──────── RECORDS FOR THIS EXERCISE

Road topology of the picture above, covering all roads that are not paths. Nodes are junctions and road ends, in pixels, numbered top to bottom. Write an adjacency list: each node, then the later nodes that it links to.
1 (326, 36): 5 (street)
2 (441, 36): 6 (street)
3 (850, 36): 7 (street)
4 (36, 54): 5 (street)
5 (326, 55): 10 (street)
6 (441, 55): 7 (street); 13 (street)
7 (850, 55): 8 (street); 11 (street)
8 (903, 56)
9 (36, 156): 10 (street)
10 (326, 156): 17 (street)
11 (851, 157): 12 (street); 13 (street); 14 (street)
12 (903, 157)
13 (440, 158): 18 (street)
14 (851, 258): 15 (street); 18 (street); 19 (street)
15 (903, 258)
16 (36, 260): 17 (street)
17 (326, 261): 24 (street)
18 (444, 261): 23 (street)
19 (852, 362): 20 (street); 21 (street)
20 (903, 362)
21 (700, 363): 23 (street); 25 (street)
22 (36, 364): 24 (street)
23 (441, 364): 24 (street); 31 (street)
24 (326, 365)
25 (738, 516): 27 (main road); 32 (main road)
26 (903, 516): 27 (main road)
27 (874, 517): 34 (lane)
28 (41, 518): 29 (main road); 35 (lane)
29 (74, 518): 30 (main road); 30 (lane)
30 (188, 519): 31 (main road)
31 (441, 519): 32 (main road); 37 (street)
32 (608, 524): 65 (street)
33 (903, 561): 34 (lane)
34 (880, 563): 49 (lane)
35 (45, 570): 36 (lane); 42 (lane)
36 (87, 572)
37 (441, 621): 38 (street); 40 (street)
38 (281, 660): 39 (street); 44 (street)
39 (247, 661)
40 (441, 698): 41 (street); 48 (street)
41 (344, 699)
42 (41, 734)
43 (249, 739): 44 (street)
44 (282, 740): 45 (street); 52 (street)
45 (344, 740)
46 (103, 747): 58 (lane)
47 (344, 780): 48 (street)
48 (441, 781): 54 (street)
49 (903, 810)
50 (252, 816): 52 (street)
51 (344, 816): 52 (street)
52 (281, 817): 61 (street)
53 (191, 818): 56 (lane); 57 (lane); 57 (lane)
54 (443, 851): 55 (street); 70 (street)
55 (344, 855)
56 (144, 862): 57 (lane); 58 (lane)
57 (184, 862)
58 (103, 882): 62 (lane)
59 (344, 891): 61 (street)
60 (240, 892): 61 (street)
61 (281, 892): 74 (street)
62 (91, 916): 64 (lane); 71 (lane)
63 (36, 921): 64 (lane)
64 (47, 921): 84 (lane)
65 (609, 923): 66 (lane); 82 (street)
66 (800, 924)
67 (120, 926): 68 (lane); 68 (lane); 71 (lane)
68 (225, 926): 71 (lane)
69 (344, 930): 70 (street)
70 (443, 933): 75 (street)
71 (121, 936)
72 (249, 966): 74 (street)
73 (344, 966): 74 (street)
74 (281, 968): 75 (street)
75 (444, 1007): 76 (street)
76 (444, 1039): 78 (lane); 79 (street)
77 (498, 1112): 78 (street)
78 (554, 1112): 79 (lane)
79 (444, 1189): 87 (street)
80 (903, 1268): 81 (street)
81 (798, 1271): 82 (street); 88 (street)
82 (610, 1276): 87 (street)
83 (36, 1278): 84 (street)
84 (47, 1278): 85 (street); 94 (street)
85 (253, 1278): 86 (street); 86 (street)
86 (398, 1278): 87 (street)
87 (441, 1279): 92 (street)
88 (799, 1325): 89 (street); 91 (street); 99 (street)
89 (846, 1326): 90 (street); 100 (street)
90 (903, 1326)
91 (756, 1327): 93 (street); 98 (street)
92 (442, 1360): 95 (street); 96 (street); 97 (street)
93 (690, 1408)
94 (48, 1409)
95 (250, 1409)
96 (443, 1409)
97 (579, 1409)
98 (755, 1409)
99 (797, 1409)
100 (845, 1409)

────────────────

## TASK PROMPT
All of the data above should be transcribed exactly.

## WRITTEN ANSWER
Road topology of the picture above, covering all roads that are not paths. Nodes are junctions and road ends, in pixels, numbered top to bottom. Write an adjacency list: each node, then the later nodes that it links to.
1 (326, 36): 5 (street)
2 (441, 36): 6 (street)
3 (850, 36): 7 (street)
4 (36, 54): 5 (street)
5 (326, 55): 10 (street)
6 (441, 55): 7 (street); 13 (street)
7 (850, 55): 8 (street); 11 (street)
8 (903, 56)
9 (36, 156): 10 (street)
10 (326, 156): 17 (street)
11 (851, 157): 12 (street); 13 (street); 14 (street)
12 (903, 157)
13 (440, 158): 18 (street)
14 (851, 258): 15 (street); 18 (street); 19 (street)
15 (903, 258)
16 (36, 260): 17 (street)
17 (326, 261): 24 (street)
18 (444, 261): 23 (street)
19 (852, 362): 20 (street); 21 (street)
20 (903, 362)
21 (700, 363): 23 (street); 25 (street)
22 (36, 364): 24 (street)
23 (441, 364): 24 (street); 31 (street)
24 (326, 365)
25 (738, 516): 27 (main road); 32 (main road)
26 (903, 516): 27 (main road)
27 (874, 517): 34 (lane)
28 (41, 518): 29 (main road); 35 (lane)
29 (74, 518): 30 (main road); 30 (lane)
30 (188, 519): 31 (main road)
31 (441, 519): 32 (main road); 37 (street)
32 (608, 524): 65 (street)
33 (903, 561): 34 (lane)
34 (880, 563): 49 (lane)
35 (45, 570): 36 (lane); 42 (lane)
36 (87, 572)
37 (441, 621): 38 (street); 40 (street)
38 (281, 660): 39 (street); 44 (street)
39 (247, 661)
40 (441, 698): 41 (street); 48 (street)
41 (344, 699)
42 (41, 734)
43 (249, 739): 44 (street)
44 (282, 740): 45 (street); 52 (street)
45 (344, 740)
46 (103, 747): 58 (lane)
47 (344, 780): 48 (street)
48 (441, 781): 54 (street)
49 (903, 810)
50 (252, 816): 52 (street)
51 (344, 816): 52 (street)
52 (281, 817): 61 (street)
53 (191, 818): 56 (lane); 57 (lane); 57 (lane)
54 (443, 851): 55 (street); 70 (street)
55 (344, 855)
56 (144, 862): 57 (lane); 58 (lane)
57 (184, 862)
58 (103, 882): 62 (lane)
59 (344, 891): 61 (street)
60 (240, 892): 61 (street)
61 (281, 892): 74 (street)
62 (91, 916): 64 (lane); 71 (lane)
63 (36, 921): 64 (lane)
64 (47, 921): 84 (lane)
65 (609, 923): 66 (lane); 82 (street)
66 (800, 924)
67 (120, 926): 68 (lane); 68 (lane); 71 (lane)
68 (225, 926): 71 (lane)
69 (344, 930): 70 (street)
70 (443, 933): 75 (street)
71 (121, 936)
72 (249, 966): 74 (street)
73 (344, 966): 74 (street)
74 (281, 968): 75 (street)
75 (444, 1007): 76 (street)
76 (444, 1039): 78 (lane); 79 (street)
77 (498, 1112): 78 (street)
78 (554, 1112): 79 (lane)
79 (444, 1189): 87 (street)
80 (903, 1268): 81 (street)
81 (798, 1271): 82 (street); 88 (street)
82 (610, 1276): 87 (street)
83 (36, 1278): 84 (street)
84 (47, 1278): 85 (street); 94 (street)
85 (253, 1278): 86 (street); 86 (street)
86 (398, 1278): 87 (street)
87 (441, 1279): 92 (street)
88 (799, 1325): 89 (street); 91 (street); 99 (street)
89 (846, 1326): 90 (street); 100 (street)
90 (903, 1326)
91 (756, 1327): 93 (street); 98 (street)
92 (442, 1360): 95 (street); 96 (street); 97 (street)
93 (690, 1408)
94 (48, 1409)
95 (250, 1409)
96 (443, 1409)
97 (579, 1409)
98 (755, 1409)
99 (797, 1409)
100 (845, 1409)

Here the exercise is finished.